A lapsed nerd comes home.

A little backstory: I consider myself a lapsed nerd. As a teen, I may have been edging toward full blown geekdom – you judge: I looked like Young Woody, I had anxiety about the nature of irrational numbers, and my prized possessions were stacks of Marvel comics (DC was verboten), an Estes rocket with a payload bay, and a huge fold-out schematic blueprint of the Starship Enterprise. But those days are long behind me, packed away in a box, moved twice and then chucked out with the Atari 2600 and the broken Boba Fett bobblehead. Sure, I've seen every episode of Star Trek:TNG several times, but I've never written a love poem in Klingon. I may have played Bioshock: Infinite twice (it's phenomenal) but I had to borrow a friend's PlayStation to run it. And I love pop culture, but I've never been in the hallowed halls of Comic-Con. Til now.

I'm in San Diego to participate on a panel for the CBS show Extant, which stars the divine Halle Berry (she was Storm in the X-Men series, so she's beloved at Comic-Con) and which I executive produce. The show takes place in a near future populated with life-like robots, half-human/half-alien hybrids… hmmm, I know that sounds high on the nerd-o-meter, but I've written plenty of TV shows and movies that have no sci-fi elements at all, I swear.

Just before the panel starts, I'm introduced to William Shatner. William. Shatner. The headwaters of the River Nerd. Zeus: Greece as Shatner: Sci-Fi. Were I still a nerd, this would be overwhelming and blow out most of my synapses. Fortunately, those days are long behind me, so I keep cool and have a nice chat with Mr. Shatner about three wheeled motorcycles.

The half hour panel is fun…if your idea of fun is talking to a room of 4,000 strangers. We're lucky to have The Nerdist's Chris Hardwick moderate – he energizes the whole room with intelligence and a light touch.
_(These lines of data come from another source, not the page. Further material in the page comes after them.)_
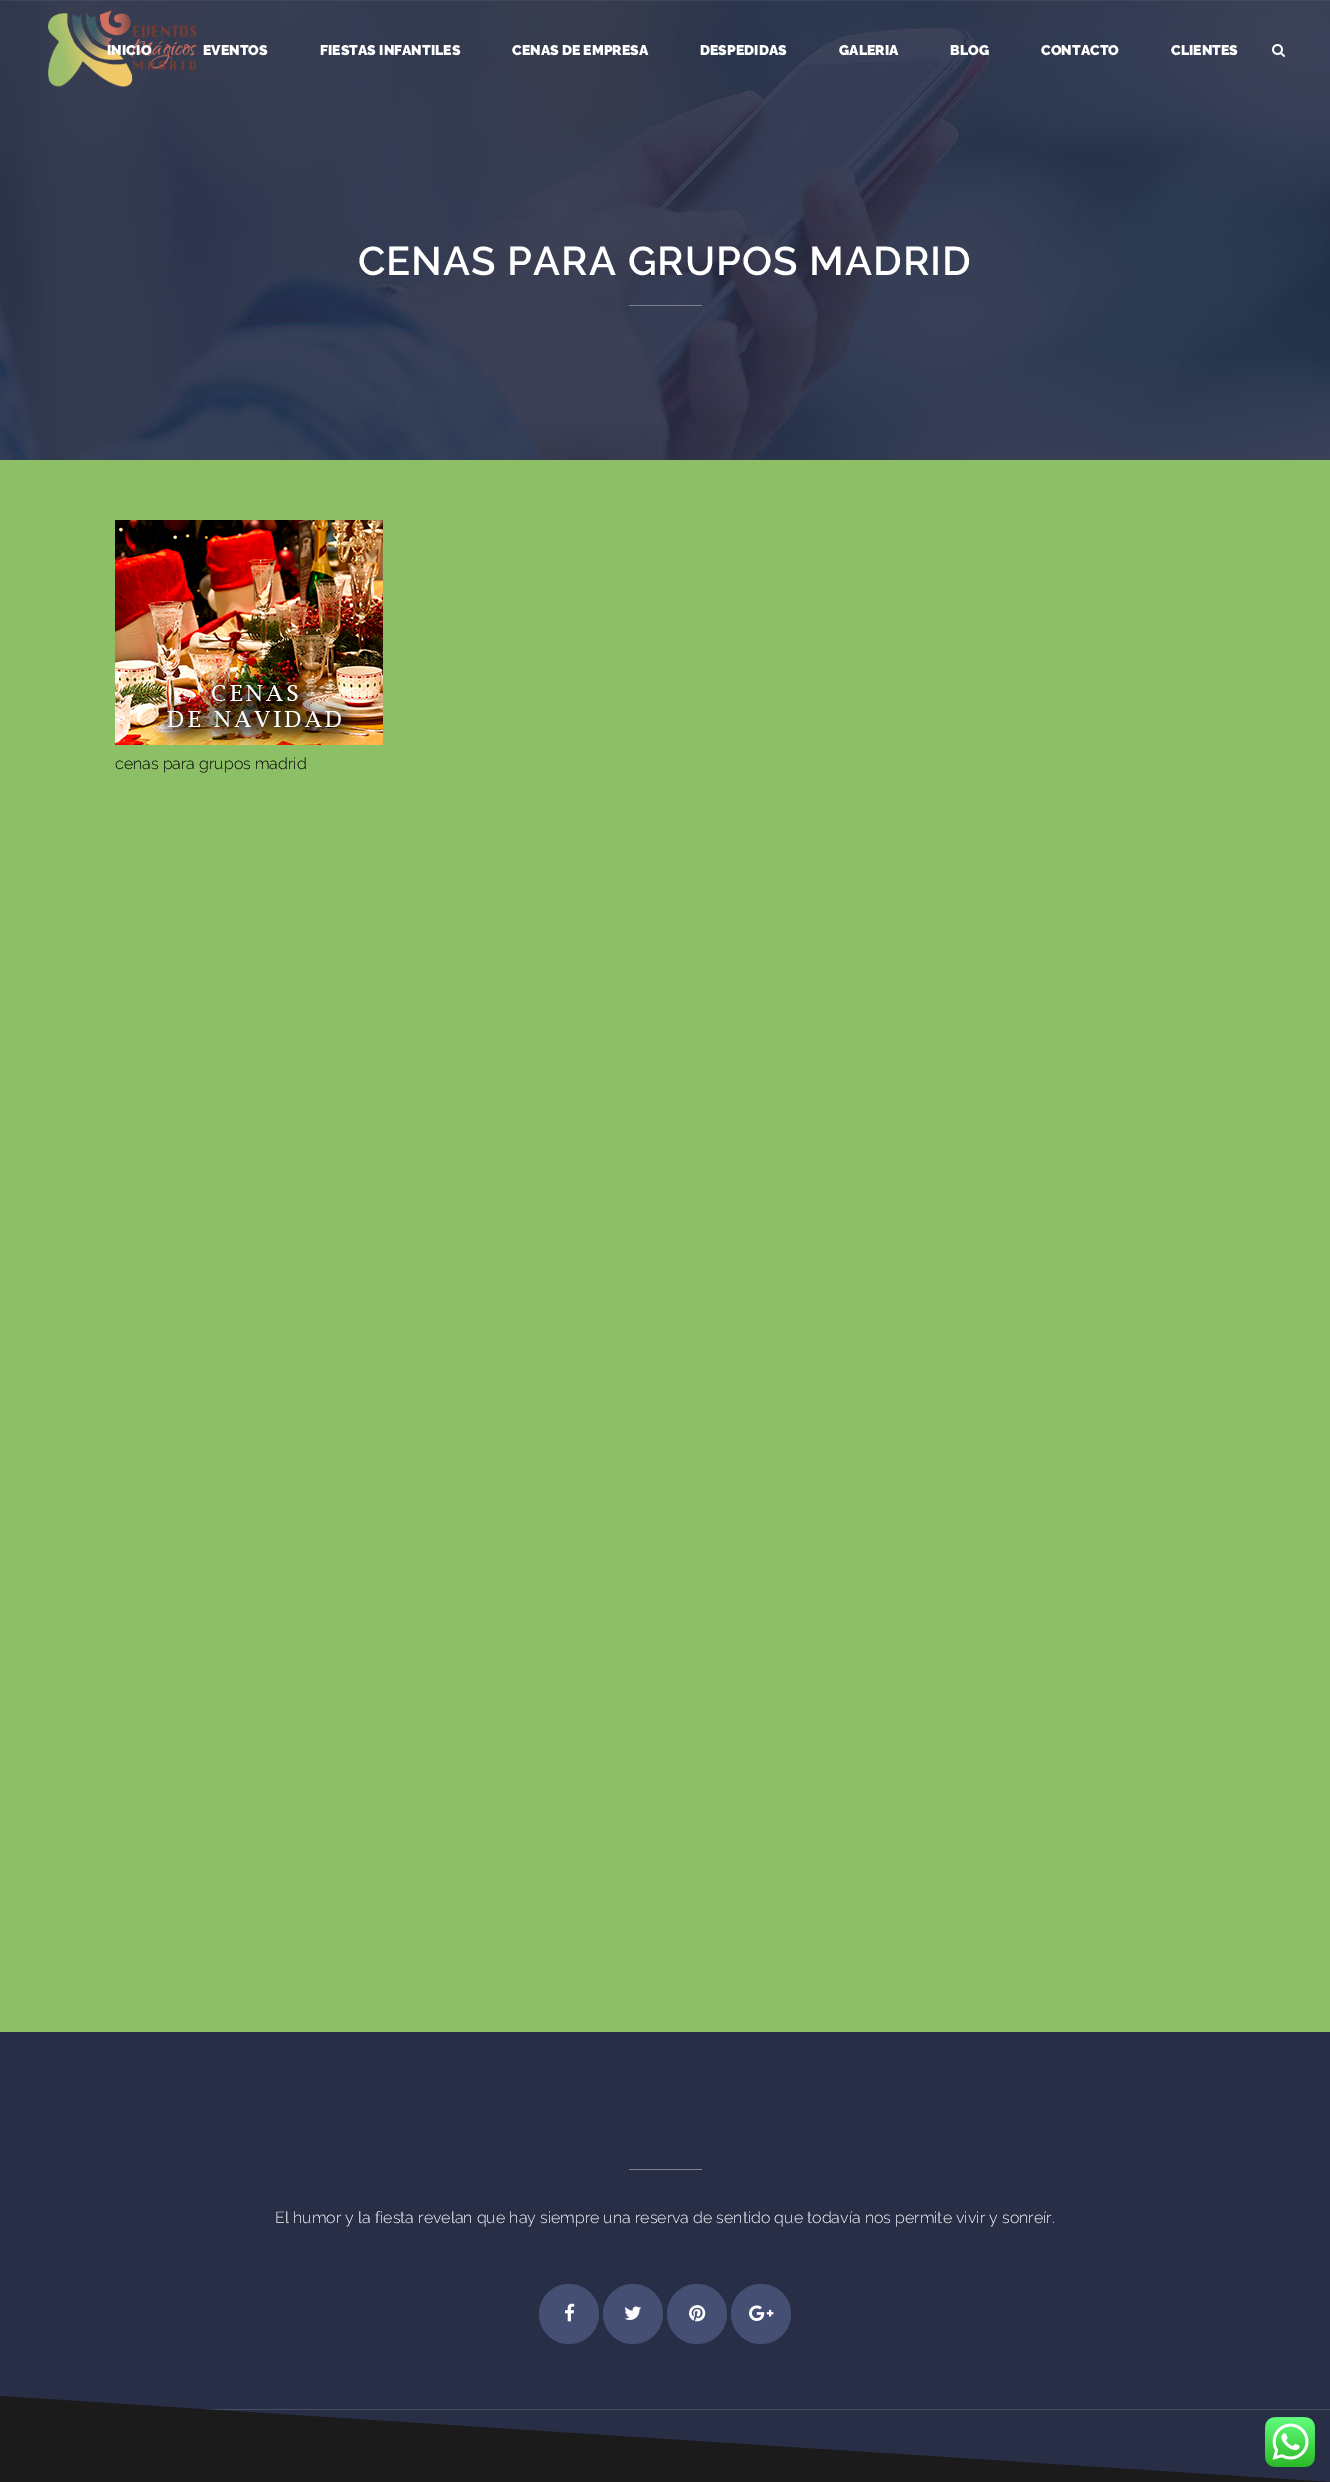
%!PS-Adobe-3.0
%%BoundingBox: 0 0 1330 2482
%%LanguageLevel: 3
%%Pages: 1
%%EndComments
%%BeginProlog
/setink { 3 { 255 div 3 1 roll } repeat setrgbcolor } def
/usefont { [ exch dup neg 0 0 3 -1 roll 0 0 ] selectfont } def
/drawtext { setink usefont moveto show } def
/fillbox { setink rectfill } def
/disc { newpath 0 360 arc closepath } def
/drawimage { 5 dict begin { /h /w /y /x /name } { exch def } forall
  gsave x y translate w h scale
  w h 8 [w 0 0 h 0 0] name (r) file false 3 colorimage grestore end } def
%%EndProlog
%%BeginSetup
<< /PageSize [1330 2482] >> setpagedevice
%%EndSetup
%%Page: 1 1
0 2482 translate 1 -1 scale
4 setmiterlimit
0 0 1330 2482 141 191 103 fillbox
(assets/img3.rgb) 0 0 1330 460 drawimage
(assets/img1.rgb) 48 10 149 77 drawimage
(assets/img2.rgb) 1272 44 13 13 drawimage
(INICIO) 107 55 /Raleway-Black 14 255 255 255 drawtext
(EVENTOS) 203 55 /Raleway-Black 14 255 255 255 drawtext
(FIESTAS INFANTILES) 320 55 /Raleway-Black 14 255 255 255 drawtext
(CENAS DE EMPRESA) 512 55 /Raleway-Black 14 255 255 255 drawtext
(DESPEDIDAS) 700 55 /Raleway-Black 14 255 255 255 drawtext
(GALERIA) 839 55 /Raleway-Black 14 255 255 255 drawtext
(BLOG) 950 55 /Raleway-Black 14 255 255 255 drawtext
(CONTACTO) 1041 55 /Raleway-Black 14 255 255 255 drawtext
(CLIENTES) 1171 55 /Raleway-Black 14 255 255 255 drawtext
/Raleway-SemiBold 40 usefont
358 275 moveto 1 0 (CENAS PARA GRUPOS MADRID) ashow
629 305 73 1 125 130 144 fillbox
(assets/img4.rgb) 115 520 268 225 drawimage
(cenas para grupos madrid) 115 769 /Raleway-Light 16 0 0 0 drawtext
0 2032 1330 450 39 46 70 fillbox
629 2169 73 1 125 130 144 fillbox
(El humor y la fiesta revelan que hay siempre una reserva de sentido que todavía nos permite vivir y sonreír.) 275 2223 /Raleway-Light 16 255 255 255 drawtext
69 79 115 setink
569 2314 30 disc fill
(assets/img5.rgb) 565 2303 10 19 drawimage
633 2314 30 disc fill
(assets/img6.rgb) 624 2306 17 14 drawimage
697 2314 30 disc fill
(assets/img7.rgb) 689 2305 17 17 drawimage
761 2314 30 disc fill
(assets/img8.rgb) 749 2305 25 16 drawimage
202 2409 1128 1 72 79 99 fillbox
27 27 27 setink
0 2396 moveto 0 2482 lineto 1330 2482 lineto closepath fill
(assets/img9.rgb) 1265 2417 50 50 drawimage
showpage
%%EOF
Halle and co-star Jeffrey Dean Morgan are hilarious and charming; I am coherent, which is good enough.

After the panel ends, I put on my comfortable walking shoes and hit the packed convention floor, armed with nothing but my wits and a plastic light saber to ward off any Tusken raiders I might encounter. Within seconds, I'm wading into a sea of pop culture, the faithful dressed as everything from cute Minecraft characters to that psychotic dude with a mohawk from Mad Max. Along with all the entertainment properties that have a presence here, there is stuff for sale as far as you can see: comic books, video games, new toys, old toys, new toys designed to look like old toys, memorabilia, posters, and every form of art imaginable.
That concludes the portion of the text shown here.